Menurutnya, fakta-fakta di atas menunjukan bahwa kebijakan pemekaran dalam UU Nomor 2 Tahun 2021 tentang Perubahan Undang-Undang Nomor 21 Tahun 2001 tentang Otsus Bagi Provinsi Papua antidemokrasi, dan melaluinya telah melanggar hak hidup warga negara yang dijamin pada Pasal 9 ayat (1), UU Nomor 39 Tahun 1999 tentang HAM.
Maka dari itu, pihaknya meminta Presiden Jokowi menegakkan, memajukan, melindungi, dan menghormati HAM di Provinsi Papua sesuai perintah Pasal 45 ayat (1), UU Nomor 2 Tahun 2021 tentang Perubahan Undang Undang Nomor 21 Tahun 2001;
Menkopolhukam dan DPR RI juga diminta segera mengabaikan kebijakan RUU DOB Papua dan segera bentuk pengadilan HAM dan KKR, sesuai perintah Pasal 45 ayat (2), UU Nomor 2 Tahun 2021 tentang Perubahan Undang-Undang Nomor 21 Tahun 2001;
Kapolri juga diminta segera memerintahkan Kapolda Papua untuk menangkap dan memproses hukum pelaku pembunuhan di Yahukimo dan Nabire.

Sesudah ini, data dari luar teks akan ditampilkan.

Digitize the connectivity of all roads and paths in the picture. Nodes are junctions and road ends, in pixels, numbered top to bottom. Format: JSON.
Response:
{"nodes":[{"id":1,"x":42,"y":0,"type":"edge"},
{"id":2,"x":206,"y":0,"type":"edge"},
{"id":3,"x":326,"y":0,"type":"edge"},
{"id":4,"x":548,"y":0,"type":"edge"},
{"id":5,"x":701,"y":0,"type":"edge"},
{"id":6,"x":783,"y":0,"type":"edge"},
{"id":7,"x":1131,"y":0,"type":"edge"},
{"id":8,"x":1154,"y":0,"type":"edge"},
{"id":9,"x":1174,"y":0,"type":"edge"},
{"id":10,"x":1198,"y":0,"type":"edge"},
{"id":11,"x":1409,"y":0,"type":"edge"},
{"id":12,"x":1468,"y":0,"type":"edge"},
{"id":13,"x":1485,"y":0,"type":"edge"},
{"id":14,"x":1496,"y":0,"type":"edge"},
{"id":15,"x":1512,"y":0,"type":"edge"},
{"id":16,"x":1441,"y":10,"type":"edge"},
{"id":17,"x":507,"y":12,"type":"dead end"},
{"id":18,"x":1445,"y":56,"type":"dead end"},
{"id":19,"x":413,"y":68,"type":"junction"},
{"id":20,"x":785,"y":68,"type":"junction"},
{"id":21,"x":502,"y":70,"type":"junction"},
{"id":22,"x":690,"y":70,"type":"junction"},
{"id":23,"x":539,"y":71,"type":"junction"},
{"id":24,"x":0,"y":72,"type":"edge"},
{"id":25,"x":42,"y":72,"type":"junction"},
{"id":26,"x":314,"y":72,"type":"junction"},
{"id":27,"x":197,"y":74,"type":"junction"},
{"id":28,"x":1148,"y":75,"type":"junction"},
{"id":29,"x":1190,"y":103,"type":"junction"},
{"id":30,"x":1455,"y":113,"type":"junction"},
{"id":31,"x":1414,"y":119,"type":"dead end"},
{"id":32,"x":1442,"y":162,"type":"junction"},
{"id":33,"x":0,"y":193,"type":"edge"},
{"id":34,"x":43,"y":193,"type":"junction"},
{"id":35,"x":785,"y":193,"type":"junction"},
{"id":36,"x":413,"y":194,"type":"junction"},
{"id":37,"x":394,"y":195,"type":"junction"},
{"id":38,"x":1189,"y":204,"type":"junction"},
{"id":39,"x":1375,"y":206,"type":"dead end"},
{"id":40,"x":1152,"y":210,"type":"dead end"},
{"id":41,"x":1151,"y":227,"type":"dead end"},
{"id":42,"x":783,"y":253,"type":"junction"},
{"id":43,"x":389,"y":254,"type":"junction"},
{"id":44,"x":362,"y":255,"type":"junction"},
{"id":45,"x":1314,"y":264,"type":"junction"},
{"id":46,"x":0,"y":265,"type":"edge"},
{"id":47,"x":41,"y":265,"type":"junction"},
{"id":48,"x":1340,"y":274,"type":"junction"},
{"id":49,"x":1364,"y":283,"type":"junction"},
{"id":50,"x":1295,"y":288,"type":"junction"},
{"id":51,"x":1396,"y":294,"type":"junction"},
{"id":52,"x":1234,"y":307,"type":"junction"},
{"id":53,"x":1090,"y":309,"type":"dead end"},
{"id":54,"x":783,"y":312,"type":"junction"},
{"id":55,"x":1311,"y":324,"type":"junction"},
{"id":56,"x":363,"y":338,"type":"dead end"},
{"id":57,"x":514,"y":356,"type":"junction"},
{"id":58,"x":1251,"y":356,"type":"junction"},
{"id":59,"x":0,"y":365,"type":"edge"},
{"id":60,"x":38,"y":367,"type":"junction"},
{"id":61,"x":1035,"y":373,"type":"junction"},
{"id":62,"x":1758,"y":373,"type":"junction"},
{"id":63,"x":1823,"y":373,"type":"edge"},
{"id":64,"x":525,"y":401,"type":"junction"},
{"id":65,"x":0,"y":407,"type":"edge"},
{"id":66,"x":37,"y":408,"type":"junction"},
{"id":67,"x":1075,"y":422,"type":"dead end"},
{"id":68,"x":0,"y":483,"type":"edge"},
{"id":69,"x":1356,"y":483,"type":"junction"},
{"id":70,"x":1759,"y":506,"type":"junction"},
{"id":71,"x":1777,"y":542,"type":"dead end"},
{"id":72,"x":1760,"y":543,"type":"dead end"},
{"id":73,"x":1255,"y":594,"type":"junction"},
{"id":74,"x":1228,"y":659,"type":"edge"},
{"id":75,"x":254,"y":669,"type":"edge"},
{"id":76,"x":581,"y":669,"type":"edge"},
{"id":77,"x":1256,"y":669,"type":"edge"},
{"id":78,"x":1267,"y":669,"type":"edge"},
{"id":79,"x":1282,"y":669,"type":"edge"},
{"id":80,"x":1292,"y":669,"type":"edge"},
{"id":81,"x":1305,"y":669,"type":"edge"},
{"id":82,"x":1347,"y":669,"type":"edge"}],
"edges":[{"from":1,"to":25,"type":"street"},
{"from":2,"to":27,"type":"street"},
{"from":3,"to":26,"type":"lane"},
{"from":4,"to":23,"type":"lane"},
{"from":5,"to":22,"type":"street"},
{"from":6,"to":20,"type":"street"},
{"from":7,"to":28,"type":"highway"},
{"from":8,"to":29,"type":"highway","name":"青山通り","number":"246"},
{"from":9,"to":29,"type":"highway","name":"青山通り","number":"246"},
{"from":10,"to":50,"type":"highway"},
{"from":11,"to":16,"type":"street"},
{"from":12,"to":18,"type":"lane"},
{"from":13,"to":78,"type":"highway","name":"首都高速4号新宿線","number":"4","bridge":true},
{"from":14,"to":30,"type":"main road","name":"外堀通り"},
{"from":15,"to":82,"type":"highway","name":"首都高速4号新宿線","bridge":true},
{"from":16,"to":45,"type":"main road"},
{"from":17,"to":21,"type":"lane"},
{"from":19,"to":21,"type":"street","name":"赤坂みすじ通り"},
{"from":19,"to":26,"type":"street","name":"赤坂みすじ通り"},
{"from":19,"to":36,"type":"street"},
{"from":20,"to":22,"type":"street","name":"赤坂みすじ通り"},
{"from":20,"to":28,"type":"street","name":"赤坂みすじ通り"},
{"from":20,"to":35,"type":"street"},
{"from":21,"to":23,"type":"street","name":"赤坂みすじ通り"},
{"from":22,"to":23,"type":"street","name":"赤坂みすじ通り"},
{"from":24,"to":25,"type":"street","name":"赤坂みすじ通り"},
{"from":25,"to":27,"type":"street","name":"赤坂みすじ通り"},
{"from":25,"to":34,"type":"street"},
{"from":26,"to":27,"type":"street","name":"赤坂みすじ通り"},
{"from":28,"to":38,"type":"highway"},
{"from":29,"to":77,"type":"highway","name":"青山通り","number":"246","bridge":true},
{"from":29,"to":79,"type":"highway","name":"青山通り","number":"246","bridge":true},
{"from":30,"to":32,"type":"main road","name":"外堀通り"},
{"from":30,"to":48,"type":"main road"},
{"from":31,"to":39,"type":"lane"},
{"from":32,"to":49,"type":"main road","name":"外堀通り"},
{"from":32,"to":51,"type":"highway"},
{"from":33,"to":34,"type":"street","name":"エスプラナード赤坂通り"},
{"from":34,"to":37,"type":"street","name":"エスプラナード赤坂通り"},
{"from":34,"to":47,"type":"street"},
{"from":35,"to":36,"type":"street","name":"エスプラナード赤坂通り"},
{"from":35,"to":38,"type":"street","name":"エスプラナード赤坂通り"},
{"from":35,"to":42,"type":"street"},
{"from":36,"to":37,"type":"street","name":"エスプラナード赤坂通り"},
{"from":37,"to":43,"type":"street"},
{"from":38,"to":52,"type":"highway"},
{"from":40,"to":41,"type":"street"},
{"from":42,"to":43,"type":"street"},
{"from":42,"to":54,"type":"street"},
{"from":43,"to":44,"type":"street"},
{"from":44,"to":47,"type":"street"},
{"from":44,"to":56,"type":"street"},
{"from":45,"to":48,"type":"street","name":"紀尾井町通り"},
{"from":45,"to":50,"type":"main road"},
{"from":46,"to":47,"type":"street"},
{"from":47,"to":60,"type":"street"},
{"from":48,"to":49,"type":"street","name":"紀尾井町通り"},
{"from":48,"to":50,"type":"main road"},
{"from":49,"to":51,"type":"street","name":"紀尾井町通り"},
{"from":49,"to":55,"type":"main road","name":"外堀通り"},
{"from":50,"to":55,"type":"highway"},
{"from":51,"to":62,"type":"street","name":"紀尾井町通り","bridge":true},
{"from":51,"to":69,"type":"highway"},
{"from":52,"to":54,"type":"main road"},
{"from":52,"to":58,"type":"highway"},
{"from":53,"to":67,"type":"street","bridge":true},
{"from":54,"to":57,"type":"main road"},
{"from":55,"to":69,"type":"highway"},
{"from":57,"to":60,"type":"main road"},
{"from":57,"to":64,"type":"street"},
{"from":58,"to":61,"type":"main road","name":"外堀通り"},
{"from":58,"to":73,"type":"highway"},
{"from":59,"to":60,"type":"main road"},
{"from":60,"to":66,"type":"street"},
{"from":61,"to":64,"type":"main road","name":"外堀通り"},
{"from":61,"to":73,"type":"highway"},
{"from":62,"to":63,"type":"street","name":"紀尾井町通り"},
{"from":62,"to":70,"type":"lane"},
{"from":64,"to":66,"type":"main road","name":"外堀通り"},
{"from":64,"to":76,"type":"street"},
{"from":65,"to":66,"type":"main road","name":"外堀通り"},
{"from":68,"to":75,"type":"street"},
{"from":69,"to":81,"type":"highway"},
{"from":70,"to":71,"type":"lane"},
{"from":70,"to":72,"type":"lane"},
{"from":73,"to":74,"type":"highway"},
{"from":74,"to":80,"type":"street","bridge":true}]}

Koordinator Papuan Observatory for Human Rights (POHR), Thomas Ch. Syufi mengatakan, apatisme Indonesia terhadap persoalan HAM ekosob, lingkungan, pendidikan dan kesehatan di Papua, membuat masyarakat internasional makin curiga terhadap pemerintah Indonesia atas keterpurukan situasi HAM di Tanah Papua.
Syufi melanjutkan, badan PBB yang diwakili Komisi HAM meminta pemerintah Indonesia untuk menegakkan HAM bagi rakyat Papua. Namun hal itu tidak pernah direspons baik oleh pemerintah Indonesia.
Dia juga meminta Pemerintah Indonesia menyeriusi desakan Dewan HAM PBB melalui Special Procedures Mandate Holders (SPMH).
Syufi mengatakan, Indonesia juga harus belajar dari sejarah Timor Timur (Timor Leste). Menurutnya, Timor Leste merdeka karena Jakarta banyak menyederhanakan masalah HAM di dalam negeri. (*)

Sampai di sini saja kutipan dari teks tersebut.